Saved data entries
------------------------

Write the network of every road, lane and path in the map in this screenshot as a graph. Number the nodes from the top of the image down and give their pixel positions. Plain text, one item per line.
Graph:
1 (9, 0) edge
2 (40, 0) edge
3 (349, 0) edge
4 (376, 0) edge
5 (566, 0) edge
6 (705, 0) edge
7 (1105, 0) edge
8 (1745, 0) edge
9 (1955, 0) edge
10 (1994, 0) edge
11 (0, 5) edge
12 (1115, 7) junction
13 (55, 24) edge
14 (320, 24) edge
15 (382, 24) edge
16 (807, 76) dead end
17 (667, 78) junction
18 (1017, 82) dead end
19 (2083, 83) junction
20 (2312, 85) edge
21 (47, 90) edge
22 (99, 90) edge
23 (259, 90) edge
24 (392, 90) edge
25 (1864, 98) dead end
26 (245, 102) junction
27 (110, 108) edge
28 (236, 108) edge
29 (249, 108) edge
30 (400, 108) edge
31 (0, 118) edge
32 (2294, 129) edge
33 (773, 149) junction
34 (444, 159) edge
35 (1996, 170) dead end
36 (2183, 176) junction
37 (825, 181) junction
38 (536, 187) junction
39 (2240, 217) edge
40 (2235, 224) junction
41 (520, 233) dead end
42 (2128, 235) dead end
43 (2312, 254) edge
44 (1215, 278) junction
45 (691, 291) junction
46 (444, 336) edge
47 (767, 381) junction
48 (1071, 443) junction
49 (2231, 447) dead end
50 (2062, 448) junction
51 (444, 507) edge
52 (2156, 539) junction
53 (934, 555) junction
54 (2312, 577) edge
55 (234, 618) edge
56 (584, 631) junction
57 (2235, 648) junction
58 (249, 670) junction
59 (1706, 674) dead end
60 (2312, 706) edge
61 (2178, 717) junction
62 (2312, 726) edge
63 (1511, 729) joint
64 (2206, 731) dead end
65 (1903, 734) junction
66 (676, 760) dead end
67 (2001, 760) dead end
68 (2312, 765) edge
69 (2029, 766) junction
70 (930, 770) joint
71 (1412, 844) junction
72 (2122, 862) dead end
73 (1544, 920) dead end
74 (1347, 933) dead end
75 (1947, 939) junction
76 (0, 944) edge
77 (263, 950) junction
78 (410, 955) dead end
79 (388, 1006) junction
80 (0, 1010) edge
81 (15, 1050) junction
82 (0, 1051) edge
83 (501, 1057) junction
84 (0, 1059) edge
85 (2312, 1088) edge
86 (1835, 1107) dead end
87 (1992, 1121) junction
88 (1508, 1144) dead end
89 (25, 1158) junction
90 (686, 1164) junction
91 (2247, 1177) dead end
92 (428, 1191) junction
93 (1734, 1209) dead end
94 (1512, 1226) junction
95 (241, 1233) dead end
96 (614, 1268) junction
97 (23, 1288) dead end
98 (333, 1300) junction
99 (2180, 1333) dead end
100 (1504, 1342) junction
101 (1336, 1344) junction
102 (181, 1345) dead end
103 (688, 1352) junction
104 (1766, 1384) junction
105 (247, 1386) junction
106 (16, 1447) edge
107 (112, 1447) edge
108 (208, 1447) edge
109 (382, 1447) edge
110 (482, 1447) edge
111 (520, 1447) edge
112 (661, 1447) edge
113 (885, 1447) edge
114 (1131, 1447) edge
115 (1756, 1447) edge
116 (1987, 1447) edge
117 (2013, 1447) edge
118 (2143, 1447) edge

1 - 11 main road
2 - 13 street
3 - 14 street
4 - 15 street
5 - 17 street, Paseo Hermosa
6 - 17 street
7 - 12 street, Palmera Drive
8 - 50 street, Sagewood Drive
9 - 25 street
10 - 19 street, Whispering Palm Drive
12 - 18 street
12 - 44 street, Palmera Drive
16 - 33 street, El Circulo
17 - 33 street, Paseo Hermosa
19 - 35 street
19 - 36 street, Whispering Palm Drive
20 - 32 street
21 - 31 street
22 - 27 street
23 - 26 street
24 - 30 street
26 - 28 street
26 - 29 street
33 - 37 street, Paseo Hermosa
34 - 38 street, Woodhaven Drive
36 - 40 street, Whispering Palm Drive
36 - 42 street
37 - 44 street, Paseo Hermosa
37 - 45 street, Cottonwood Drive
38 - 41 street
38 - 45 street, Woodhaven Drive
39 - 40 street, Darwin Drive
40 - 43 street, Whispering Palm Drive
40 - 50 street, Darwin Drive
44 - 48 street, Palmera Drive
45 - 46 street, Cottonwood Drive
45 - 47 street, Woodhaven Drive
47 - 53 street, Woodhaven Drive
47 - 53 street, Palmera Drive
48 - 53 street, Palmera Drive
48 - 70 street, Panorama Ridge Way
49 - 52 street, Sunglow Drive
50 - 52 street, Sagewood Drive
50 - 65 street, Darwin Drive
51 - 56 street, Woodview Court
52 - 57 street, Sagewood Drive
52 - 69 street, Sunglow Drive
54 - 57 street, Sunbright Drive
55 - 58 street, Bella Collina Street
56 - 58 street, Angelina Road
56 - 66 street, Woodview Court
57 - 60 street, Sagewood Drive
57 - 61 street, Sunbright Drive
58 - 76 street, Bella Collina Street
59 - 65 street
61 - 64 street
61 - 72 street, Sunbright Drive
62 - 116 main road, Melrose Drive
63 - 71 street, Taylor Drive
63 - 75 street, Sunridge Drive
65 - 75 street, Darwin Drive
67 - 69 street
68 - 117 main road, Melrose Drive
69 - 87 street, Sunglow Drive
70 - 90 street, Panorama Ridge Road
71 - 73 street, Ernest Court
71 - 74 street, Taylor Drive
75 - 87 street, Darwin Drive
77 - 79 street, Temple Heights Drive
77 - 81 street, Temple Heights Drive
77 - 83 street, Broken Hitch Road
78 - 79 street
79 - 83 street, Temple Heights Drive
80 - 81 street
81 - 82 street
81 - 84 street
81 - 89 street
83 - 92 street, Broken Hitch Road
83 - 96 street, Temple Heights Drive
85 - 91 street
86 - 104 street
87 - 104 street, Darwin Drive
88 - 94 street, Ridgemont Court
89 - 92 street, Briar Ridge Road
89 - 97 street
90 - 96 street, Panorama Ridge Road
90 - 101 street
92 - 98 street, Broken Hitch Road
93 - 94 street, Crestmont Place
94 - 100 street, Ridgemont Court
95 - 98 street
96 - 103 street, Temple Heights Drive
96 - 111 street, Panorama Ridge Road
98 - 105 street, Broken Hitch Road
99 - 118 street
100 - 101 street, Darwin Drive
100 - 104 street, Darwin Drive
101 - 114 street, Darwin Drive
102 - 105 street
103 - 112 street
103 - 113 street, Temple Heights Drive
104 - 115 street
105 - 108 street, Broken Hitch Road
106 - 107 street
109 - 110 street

------------------------

**Exercise prompt:**
Transcribe the data in full, matching every line exactly.

**Result of the task:**
Write the network of every road, lane and path in the map in this screenshot as a graph. Number the nodes from the top of the image down and give their pixel positions. Plain text, one item per line.
Graph:
1 (9, 0) edge
2 (40, 0) edge
3 (349, 0) edge
4 (376, 0) edge
5 (566, 0) edge
6 (705, 0) edge
7 (1105, 0) edge
8 (1745, 0) edge
9 (1955, 0) edge
10 (1994, 0) edge
11 (0, 5) edge
12 (1115, 7) junction
13 (55, 24) edge
14 (320, 24) edge
15 (382, 24) edge
16 (807, 76) dead end
17 (667, 78) junction
18 (1017, 82) dead end
19 (2083, 83) junction
20 (2312, 85) edge
21 (47, 90) edge
22 (99, 90) edge
23 (259, 90) edge
24 (392, 90) edge
25 (1864, 98) dead end
26 (245, 102) junction
27 (110, 108) edge
28 (236, 108) edge
29 (249, 108) edge
30 (400, 108) edge
31 (0, 118) edge
32 (2294, 129) edge
33 (773, 149) junction
34 (444, 159) edge
35 (1996, 170) dead end
36 (2183, 176) junction
37 (825, 181) junction
38 (536, 187) junction
39 (2240, 217) edge
40 (2235, 224) junction
41 (520, 233) dead end
42 (2128, 235) dead end
43 (2312, 254) edge
44 (1215, 278) junction
45 (691, 291) junction
46 (444, 336) edge
47 (767, 381) junction
48 (1071, 443) junction
49 (2231, 447) dead end
50 (2062, 448) junction
51 (444, 507) edge
52 (2156, 539) junction
53 (934, 555) junction
54 (2312, 577) edge
55 (234, 618) edge
56 (584, 631) junction
57 (2235, 648) junction
58 (249, 670) junction
59 (1706, 674) dead end
60 (2312, 706) edge
61 (2178, 717) junction
62 (2312, 726) edge
63 (1511, 729) joint
64 (2206, 731) dead end
65 (1903, 734) junction
66 (676, 760) dead end
67 (2001, 760) dead end
68 (2312, 765) edge
69 (2029, 766) junction
70 (930, 770) joint
71 (1412, 844) junction
72 (2122, 862) dead end
73 (1544, 920) dead end
74 (1347, 933) dead end
75 (1947, 939) junction
76 (0, 944) edge
77 (263, 950) junction
78 (410, 955) dead end
79 (388, 1006) junction
80 (0, 1010) edge
81 (15, 1050) junction
82 (0, 1051) edge
83 (501, 1057) junction
84 (0, 1059) edge
85 (2312, 1088) edge
86 (1835, 1107) dead end
87 (1992, 1121) junction
88 (1508, 1144) dead end
89 (25, 1158) junction
90 (686, 1164) junction
91 (2247, 1177) dead end
92 (428, 1191) junction
93 (1734, 1209) dead end
94 (1512, 1226) junction
95 (241, 1233) dead end
96 (614, 1268) junction
97 (23, 1288) dead end
98 (333, 1300) junction
99 (2180, 1333) dead end
100 (1504, 1342) junction
101 (1336, 1344) junction
102 (181, 1345) dead end
103 (688, 1352) junction
104 (1766, 1384) junction
105 (247, 1386) junction
106 (16, 1447) edge
107 (112, 1447) edge
108 (208, 1447) edge
109 (382, 1447) edge
110 (482, 1447) edge
111 (520, 1447) edge
112 (661, 1447) edge
113 (885, 1447) edge
114 (1131, 1447) edge
115 (1756, 1447) edge
116 (1987, 1447) edge
117 (2013, 1447) edge
118 (2143, 1447) edge

1 - 11 main road
2 - 13 street
3 - 14 street
4 - 15 street
5 - 17 street, Paseo Hermosa
6 - 17 street
7 - 12 street, Palmera Drive
8 - 50 street, Sagewood Drive
9 - 25 street
10 - 19 street, Whispering Palm Drive
12 - 18 street
12 - 44 street, Palmera Drive
16 - 33 street, El Circulo
17 - 33 street, Paseo Hermosa
19 - 35 street
19 - 36 street, Whispering Palm Drive
20 - 32 street
21 - 31 street
22 - 27 street
23 - 26 street
24 - 30 street
26 - 28 street
26 - 29 street
33 - 37 street, Paseo Hermosa
34 - 38 street, Woodhaven Drive
36 - 40 street, Whispering Palm Drive
36 - 42 street
37 - 44 street, Paseo Hermosa
37 - 45 street, Cottonwood Drive
38 - 41 street
38 - 45 street, Woodhaven Drive
39 - 40 street, Darwin Drive
40 - 43 street, Whispering Palm Drive
40 - 50 street, Darwin Drive
44 - 48 street, Palmera Drive
45 - 46 street, Cottonwood Drive
45 - 47 street, Woodhaven Drive
47 - 53 street, Woodhaven Drive
47 - 53 street, Palmera Drive
48 - 53 street, Palmera Drive
48 - 70 street, Panorama Ridge Way
49 - 52 street, Sunglow Drive
50 - 52 street, Sagewood Drive
50 - 65 street, Darwin Drive
51 - 56 street, Woodview Court
52 - 57 street, Sagewood Drive
52 - 69 street, Sunglow Drive
54 - 57 street, Sunbright Drive
55 - 58 street, Bella Collina Street
56 - 58 street, Angelina Road
56 - 66 street, Woodview Court
57 - 60 street, Sagewood Drive
57 - 61 street, Sunbright Drive
58 - 76 street, Bella Collina Street
59 - 65 street
61 - 64 street
61 - 72 street, Sunbright Drive
62 - 116 main road, Melrose Drive
63 - 71 street, Taylor Drive
63 - 75 street, Sunridge Drive
65 - 75 street, Darwin Drive
67 - 69 street
68 - 117 main road, Melrose Drive
69 - 87 street, Sunglow Drive
70 - 90 street, Panorama Ridge Road
71 - 73 street, Ernest Court
71 - 74 street, Taylor Drive
75 - 87 street, Darwin Drive
77 - 79 street, Temple Heights Drive
77 - 81 street, Temple Heights Drive
77 - 83 street, Broken Hitch Road
78 - 79 street
79 - 83 street, Temple Heights Drive
80 - 81 street
81 - 82 street
81 - 84 street
81 - 89 street
83 - 92 street, Broken Hitch Road
83 - 96 street, Temple Heights Drive
85 - 91 street
86 - 104 street
87 - 104 street, Darwin Drive
88 - 94 street, Ridgemont Court
89 - 92 street, Briar Ridge Road
89 - 97 street
90 - 96 street, Panorama Ridge Road
90 - 101 street
92 - 98 street, Broken Hitch Road
93 - 94 street, Crestmont Place
94 - 100 street, Ridgemont Court
95 - 98 street
96 - 103 street, Temple Heights Drive
96 - 111 street, Panorama Ridge Road
98 - 105 street, Broken Hitch Road
99 - 118 street
100 - 101 street, Darwin Drive
100 - 104 street, Darwin Drive
101 - 114 street, Darwin Drive
102 - 105 street
103 - 112 street
103 - 113 street, Temple Heights Drive
104 - 115 street
105 - 108 street, Broken Hitch Road
106 - 107 street
109 - 110 street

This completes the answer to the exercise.